In contrast with these findings, Kara et al. compared the RDW values in acute ischemic stroke patients in clusters with different severity scores and found RDW to be a predictive measure of stroke severity [15]. The authors also reported a significant correlation between RDW and other parameters, such as NIHSS and Glasgow comma score (GCS), and found RDW with a cutoff point of 14-which was higher than the current study- with higher sensitivity to differentiate stroke patients from normal subjects (AUC:0.76). In addition, Jia et al. studied 432 patients diagnosed with acute ischemic stroke and confirmed that RDW is closely related to the occurrence of ischemic stroke, revealing the importance of RDW in the progression of an ischemic stroke that may be related to carotid artery occlusion caused by large red blood cells [21].

In consistence, a population-based cohort study by Soderholm et al. [17] found high RDW values to associate with an increased risk of ischemic stroke.

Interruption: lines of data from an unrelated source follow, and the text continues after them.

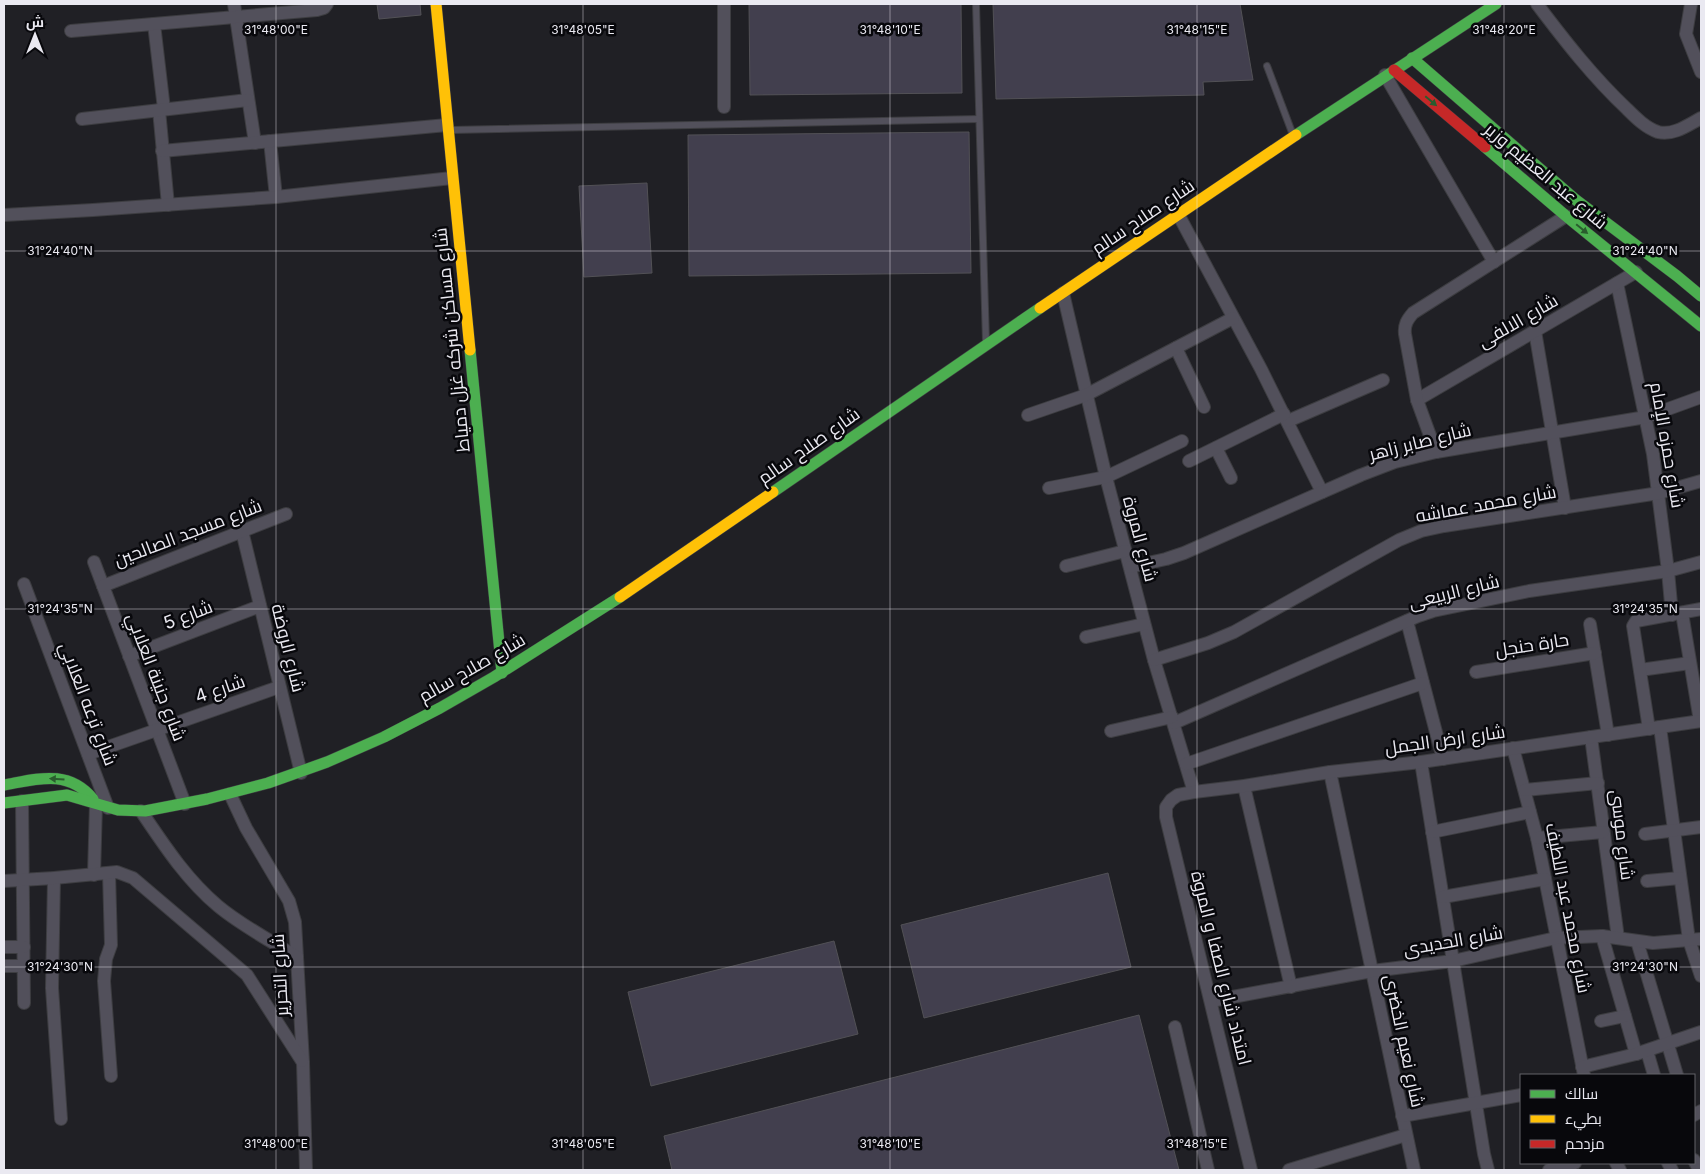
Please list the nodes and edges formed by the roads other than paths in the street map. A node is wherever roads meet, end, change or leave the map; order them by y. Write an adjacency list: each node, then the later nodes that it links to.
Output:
1 (234, 4): 10 (street)
2 (327, 4): 10 (street)
3 (436, 4): 24 (street, شارع مساكن شركه غزل دمياط)
4 (724, 4): 19 (street)
5 (976, 4): 23 (lane)
6 (1477, 4): 11 (street)
7 (1496, 4): 11 (street, شارع صلاح سالم)
8 (1537, 4): 21 (street)
9 (1692, 4): 17 (street)
10 (236, 17): 12 (street); 18 (street)
11 (1474, 18): 14 (street, شارع صلاح سالم)
12 (154, 24): 13 (street); 20 (street)
13 (71, 31)
14 (1412, 58): 16 (street, شارع صلاح سالم); 38 (street, شارع عبد العظيم وزير)
15 (1267, 66): 25 (lane)
16 (1389, 72): 25 (street, شارع صلاح سالم); 34 (street, شارع عبد العظيم وزير, one-way to 34); 35 (street)
17 (1701, 72)
18 (248, 100): 20 (street); 27 (street)
19 (724, 107)
20 (161, 110): 22 (street); 28 (street)
21 (1701, 118)
22 (82, 119)
23 (979, 119): 24 (lane); 45 (lane)
24 (447, 127): 26 (street); 29 (street, شارع مساكن شركه غزل دمياط)
25 (1294, 136): 32 (street, شارع صلاح سالم)
26 (270, 141): 27 (street); 30 (street)
27 (255, 143): 28 (street)
28 (162, 151): 31 (street)
29 (452, 178): 30 (street); 90 (street, شارع مساكن شركه غزل دمياط)
30 (276, 197): 31 (street)
31 (168, 205): 33 (street)
32 (1178, 214): 39 (street, شارع صلاح سالم); 42 (street)
33 (4, 215)
34 (1566, 216): 35 (street); 36 (street, شارع عبد العظيم وزير, one-way to 36)
35 (1494, 262): 50 (street)
36 (1636, 272): 37 (street, شارع الالفى); 38 (street, شارع عبد العظيم وزير)
37 (1618, 283): 44 (street, شارع الالفى); 53 (street, شارع حمزه الإمام)
38 (1672, 286): 40 (street, شارع عبد العظيم وزير); 41 (street, شارع عبد العظيم وزير)
39 (1063, 293): 45 (street, شارع صلاح سالم); 48 (street, شارع المروة)
40 (1701, 296): 41 (street)
41 (1687, 314): 43 (street, شارع عبد العظيم وزير)
42 (1234, 318): 46 (street); 54 (street)
43 (1701, 326)
44 (1536, 331): 50 (street, شارع الالفى); 55 (street)
45 (986, 346): 90 (street, شارع صلاح سالم)
46 (1176, 348): 48 (street); 51 (street)
47 (1384, 380): 54 (street)
48 (1086, 395): 52 (street); 60 (street, شارع المروة)
49 (1701, 397): 53 (street, شارع صابر زاهر)
50 (1417, 400): 58 (street)
51 (1204, 407)
52 (1028, 415)
53 (1646, 417): 55 (street, شارع صابر زاهر); 65 (street, شارع حمزه الإمام)
54 (1286, 418): 57 (street); 64 (street)
55 (1553, 433): 58 (street, شارع صابر زاهر); 66 (street)
56 (1182, 441): 60 (street)
57 (1216, 448): 59 (street); 61 (street)
58 (1436, 452): 64 (street, شارع صابر زاهر)
59 (1189, 461)
60 (1106, 477): 63 (street); 69 (street, شارع المروة)
61 (1231, 478)
62 (1701, 481): 65 (street, شارع محمد عماشه)
63 (1049, 488)
64 (1322, 492): 73 (street, شارع صابر زاهر)
65 (1659, 493): 66 (street, شارع محمد عماشه); 74 (street, شارع حمزه الإمام)
66 (1565, 508): 86 (street, شارع محمد عماشه)
67 (286, 514): 68 (street, شارع مسجد الصالحين)
68 (242, 531): 76 (street, شارع مسجد الصالحين); 77 (street, شارع الروضة)
69 (1125, 551): 72 (street); 73 (street, شارع المروة)
70 (94, 562): 76 (street, شارع جنينة العلابي)
71 (1701, 562): 74 (street, شارع الربيعى)
72 (1066, 566)
73 (1130, 567): 81 (street, شارع المروة)
74 (1668, 571): 79 (street, شارع حمزه الإمام); 80 (street, شارع الربيعى)
75 (24, 584): 101 (street, شارع ترعه العلابي)
76 (103, 586): 85 (street, شارع جنينة العلابي)
77 (260, 606): 85 (street, شارع 5); 92 (street, شارع الروضة)
78 (1701, 609): 79 (street)
79 (1677, 614): 87 (street, شارع حمزه الإمام); 88 (street)
80 (1407, 621): 91 (street); 93 (street, شارع الربيعى)
81 (1144, 624): 83 (street); 86 (street, شارع المروة)
82 (1590, 624): 84 (street, حارة حنجل)
83 (1086, 637)
84 (1595, 653): 89 (street, حارة حنجل); 98 (street, حارة حنجل)
85 (129, 656): 96 (street, شارع جنينة العلابي)
86 (1154, 660): 93 (street, شارع المروة)
87 (1690, 663): 88 (street); 94 (street, شارع حمزه الإمام)
88 (1640, 670): 95 (street)
89 (1476, 672)
90 (502, 673): 106 (street, شارع صلاح سالم)
91 (1424, 683): 102 (street); 104 (street)
92 (279, 687): 96 (street, شارع 4); 106 (street, شارع الروضة)
93 (1173, 720): 97 (street, شارع الربيعى); 104 (street, شارع المروة)
94 (1701, 721): 95 (street, شارع ارض الجمل)
95 (1654, 728): 98 (street, شارع ارض الجمل); 120 (street)
96 (157, 729): 101 (street, شارع 4); 115 (street, شارع جنينة العلابي)
97 (1111, 732)
98 (1608, 734): 99 (street, شارع ارض الجمل)
99 (1591, 737): 100 (street, شارع ارض الجمل); 107 (street, شارع موسى)
100 (1513, 748): 102 (street, شارع ارض الجمل); 110 (street, شارع محمد عبد اللطيف)
101 (88, 754): 116 (street, شارع ترعه العلابي)
102 (1443, 758): 103 (street, شارع ارض الجمل)
103 (1421, 762): 105 (street, شارع ارض الجمل); 121 (street)
104 (1186, 764): 111 (street, شارع المروة)
105 (1330, 772): 109 (street, شارع ارض الجمل); 145 (street, شارع نعيم الخضرى)
106 (300, 773): 112 (street, شارع صلاح سالم)
107 (1598, 783): 110 (street); 122 (street, شارع موسى)
108 (4, 785): 116 (street, one-way to 108)
109 (1244, 786): 111 (street, شارع ارض الجمل); 147 (street)
110 (1525, 790): 118 (street, شارع محمد عبد اللطيف)
111 (1194, 792): 148 (street, امتداد شارع الصفا و المروة)
112 (230, 794): 115 (street, شارع صلاح سالم); 141 (street, شارع التحرير)
113 (22, 800): 114 (street, شارع صلاح سالم); 116 (street, شارع صلاح سالم); 130 (street)
114 (4, 803)
115 (185, 804): 117 (street, شارع صلاح سالم)
116 (102, 806): 117 (street, شارع صلاح سالم); 126 (street)
117 (141, 810): 141 (street)
118 (1530, 812): 121 (street); 124 (street, شارع محمد عبد اللطيف)
119 (1701, 827): 120 (street)
120 (1674, 830): 123 (street); 128 (street)
121 (1432, 832): 133 (street)
122 (1603, 832): 124 (street); 136 (street, شارع موسى)
123 (1645, 834)
124 (1537, 838): 129 (street, شارع محمد عبد اللطيف)
125 (109, 873): 126 (street); 156 (street); 160 (street)
126 (94, 875): 127 (street)
127 (54, 878): 130 (street); 164 (street)
128 (1680, 878): 132 (street); 137 (street)
129 (1546, 879): 133 (street); 135 (street, شارع محمد عبد اللطيف)
130 (22, 880): 131 (street); 139 (street)
131 (4, 881)
132 (1647, 881)
133 (1443, 897): 142 (street)
134 (1602, 936): 135 (street, شارع الحديدى); 136 (street, شارع الحديدى); 150 (street)
135 (1556, 938): 142 (street, شارع الحديدى); 157 (street, شارع محمد عبد اللطيف)
136 (1618, 938): 138 (street, شارع الحديدى)
137 (1695, 940): 138 (street, شارع الحديدى); 146 (street)
138 (1637, 941): 154 (street)
139 (24, 946): 140 (street); 144 (street)
140 (4, 947)
141 (296, 957): 156 (street, شارع التحرير)
142 (1453, 961): 145 (street, شارع الحديدى); 162 (street)
143 (4, 966): 144 (street)
144 (24, 966): 149 (street)
145 (1372, 971): 147 (street, شارع الحديدى); 163 (street, شارع نعيم الخضرى)
146 (1701, 976)
147 (1291, 987): 148 (street, شارع الحديدى)
148 (1211, 1001): 169 (street, امتداد شارع الصفا و المروة)
149 (24, 1003)
150 (1625, 1016): 151 (street); 155 (street)
151 (1601, 1021)
152 (1175, 1027): 168 (street)
153 (1701, 1032): 154 (street)
154 (1667, 1045): 155 (street); 159 (street)
155 (1641, 1052): 157 (street); 158 (street)
156 (303, 1062): 167 (street, شارع التحرير)
157 (1583, 1071)
158 (1653, 1074)
159 (1677, 1074)
160 (111, 1076)
161 (1520, 1095): 162 (street)
162 (1476, 1103): 163 (street); 172 (street)
163 (1402, 1116): 165 (street, شارع نعيم الخضرى)
164 (61, 1119)
165 (1406, 1135): 170 (street); 171 (street, شارع نعيم الخضرى)
166 (1571, 1164): 173 (street)
167 (306, 1170)
168 (1208, 1170)
169 (1251, 1170)
170 (1290, 1170)
171 (1414, 1170)
172 (1488, 1170)
173 (1549, 1170)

While most of the previous findings are suggestive of the predictive value of RDW, Lappegård et al. reported that elevated RDW levels cannot predict the risk of stroke-induced mortality after exclusion for anemia [22]. However, Turcato et al. indicated that RDW could be used as an independent predictor of stroke severity and prognosis in patients with acute ischemic stroke who underwent antithrombotic therapy [23].

RDW is elevated in patients with ineffective erythropoiesis and may be associate with erythrocyte destruction. However, whether RDW is able to predict the incidence of stroke remains unclear. A population-based study with a normal control group might answer this question. In the present study, RDW did not predict the severity of stroke and final outcomes in those who underwent tPA injection. However, current study only included the patients with an acute ischemic attack and excluded other types of stroke, severe cases (those with NIHSS > 22), and those who were admitted later than 4.5 h after symptom onset. Therefore, the current study targeted more narrowed range of patients. Some studies have also proposed ischemia induced inflammation as a possible mechanism of increased RDW during stroke [14, 24]. However, the results of this study did not confirm the association between RDW and ischemia or restored blood flow. Further investigations with larger sample size are required.


Our study had some limitations to be considered. The population of our study included some patients with other medical conditions, which may have a confounding impact on findings. It is better to add that with regards to the pathologic nature of ischemic stroke which target aged population, the exclusion of such comorbities was impossible. Moreover, only the patients with ischemic stroke who were admitted within sufficient time for tPA injection were included in the study. So, the results cannot be generalized to all forms of stroke patients or with admission severity score. However, the study population in this study were followed prospectively and any possible factor that could affect the outcome measure were considered. Thus, the results are sufficient enough to suggest RDW does not predict the severity and outcome of ischemic stroke in patients who undergo antithrombotic therapy.